Der Begriff der Nation ist von zentraler Bedeutung, wenn es um die Erfassung der Identität Frankreichs, aber auch von dessen Europaverständnis und -politik geht. Darin kommt ein durchaus bedeutsamer Unterschied zur Bundesrepublik Deutschland zum Ausdruck: Wird hier nach 1945 der Nationalismus als Gegensatz zum Europabekenntnis verstanden, erscheinen Patriotismus und europäisches Denken, Nation und Weltbürgertum als sich ausschließende Alternativen, so ist dies in Frankreich anders. Europaorientierung geht in Frankreich nicht mit der Intention einer Überwindung des Nationalen einher, vielmehr ist Europa jene Hülle, in der die Nation bewahrt werden kann. Es geht zwar auch um die nationale "Größe, wenn von der "Grande nation" die Rede ist, aber eben nicht nur. Spätestens seit de Gaulle bezieht sich die "Große Nation" nicht nur auf den französischen Sitz im Sicherheitsrat der Vereinten Nationen, die Atomstreitmacht (force de frappe) und den Einfluss in der Dritten Welt, sondern hat auch eine immanente europäische Dimension.
Wenn man von einem politikwissenschaftlichem Verständnis von Nationalismus ausgeht, dann definiert sich dieser als jenes Prinzip, wonach politische und nationale Einheit deckungsgleich sein sollen. Nationalismus ist damit an die Moderne und an die bürgerliche Gesellschaft geknüpft und keineswegs - wie manche Historiker unterstellen - so alt wie die Geschichte. Wo früher territoriale Einheiten durch das dynastische Prinzip bestimmt waren - Bevölkerungen wurden nach ihrer Zugehörigkeit zu Herrschaftshäusern eingeteilt -, wird in der Moderne das nationale Prinzip bestimmend, und zwar entweder in seiner republikanischen oder in seiner ethnischen Form. Frankreichs Nationalismus bestimmt sich eher nach der ersten Ausprägung als "tagtägliches Plebiszit" (Ernest Renan: "un plébiscite de tous les jours"), wogegen der deutsche Nationalismus stark durch das ethnische Prinzip, durch die völkische Abstammung geprägt ist.
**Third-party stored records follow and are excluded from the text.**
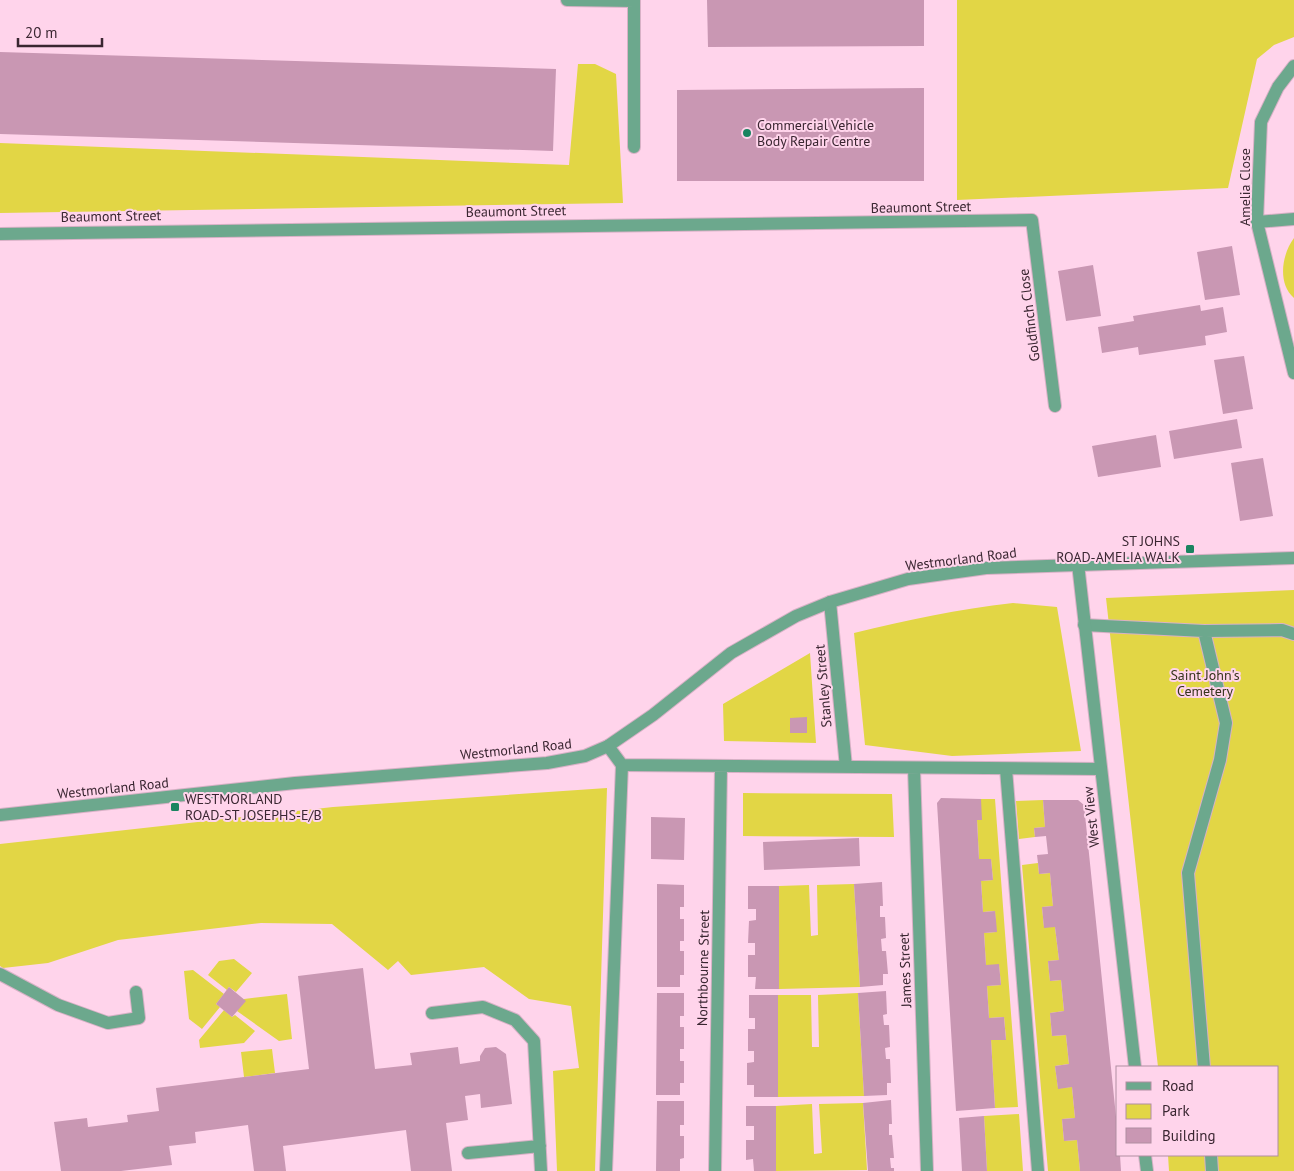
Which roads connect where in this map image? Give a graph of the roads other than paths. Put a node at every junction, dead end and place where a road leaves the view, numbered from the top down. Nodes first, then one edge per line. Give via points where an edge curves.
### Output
1 (566, 0) edge
2 (634, 1) edge
3 (1294, 66) edge
4 (634, 147) dead end
5 (1294, 219) edge
6 (1032, 220) joint
7 (1256, 222) junction
8 (0, 234) edge
9 (1294, 373) edge
10 (1055, 406) dead end
11 (1294, 558) edge
12 (1078, 564) junction
13 (830, 602) junction
14 (1084, 625) junction
15 (1204, 631) junction
16 (1294, 634) edge
17 (608, 746) junction
18 (622, 765) junction
19 (721, 766) junction
20 (846, 767) junction
21 (914, 768) junction
22 (1006, 769) junction
23 (1101, 769) junction
24 (0, 815) edge
25 (0, 974) edge
26 (136, 992) dead end
27 (432, 1013) dead end
28 (1135, 1066) edge
29 (1204, 1066) edge
30 (540, 1146) junction
31 (468, 1153) dead end
32 (1145, 1156) edge
33 (1210, 1156) edge
34 (541, 1171) edge
35 (606, 1171) edge
36 (714, 1171) edge
37 (927, 1171) edge
38 (1038, 1171) edge
39 (1147, 1171) edge
40 (1212, 1171) edge

1 - 2 street
2 - 4 street
3 - 7 street, Amelia Close via 1278,87 1261,122
5 - 7 street
6 - 8 street, Beaumont Street
6 - 10 street, Goldfinch Close
7 - 9 street, Amelia Close
11 - 12 street, Westmorland Road
12 - 13 street, Westmorland Road via 986,568 908,579
12 - 14 street, West View
13 - 17 street, Westmorland Road via 796,616 731,653
13 - 20 street, Stanley Street
14 - 15 street
14 - 23 street, West View
15 - 16 street via 1282,630
15 - 29 street via 1226,723 1220,760 1188,873
17 - 18 street
17 - 24 street, Westmorland Road via 585,756 547,763 295,783
18 - 19 street
18 - 35 street
19 - 20 street
19 - 36 street, Northbourne Street
20 - 21 street
21 - 22 street
21 - 37 street, James Street
22 - 23 street
22 - 38 street
23 - 28 street, West View
25 - 26 street via 58,1005 108,1023 140,1018
27 - 30 street via 483,1007 516,1020 534,1041
30 - 31 street
30 - 34 street
32 - 39 street
33 - 40 street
Im späten Mittelalter hieß Franzose zu sein, ein guter Christ zu sein, weshalb der französische König als ein Monarch von Gottes Gnaden die Suprematie gegenüber dem Papst beanspruchen konnte. Die französische Sprache - für die Herausbildung des Nationalismus von eminenter Bedeutung - wurde zwar als "Ur-Sprache" glorifiziert. Allerdings wurde sie im mittelalterlichen Frankreich keineswegs in weiten Teilen des Landes gesprochen oder gar geschrieben. Bis ins sechzehnte Jahrhundert war die französische Identität an den König gebunden. Obwohl sich die Französische Revolution von 1789 im Namen des Dritten Standes erhob, schloss sie die Adligen aus der Nation keineswegs aus. Denn als Angehöriger der Nation erwies man sich durch den Dienst an derselben. Die Nation "versöhnte" mithin in der Ideenwelt diejenigen Bevölkerungsklassen, die in der Politik hart aneinandergerieten. Was früher "königlich" gewesen war, wurde mit der Revolution "national" bzw. "republikanisch": die Nationalgarde (Garde Républicaine), die Nationalversammlung (Assemblée Nationale), die nationale Erziehung (Education Nationale) usw. Es mag dies einer der Gründe dafür sein, dass die Nation - zwar besonders unter de Gaulle [1] , im Grundsatz aber bis heute - sowohl für "Rechte" als auch für "Linke" akzeptabel geblieben ist.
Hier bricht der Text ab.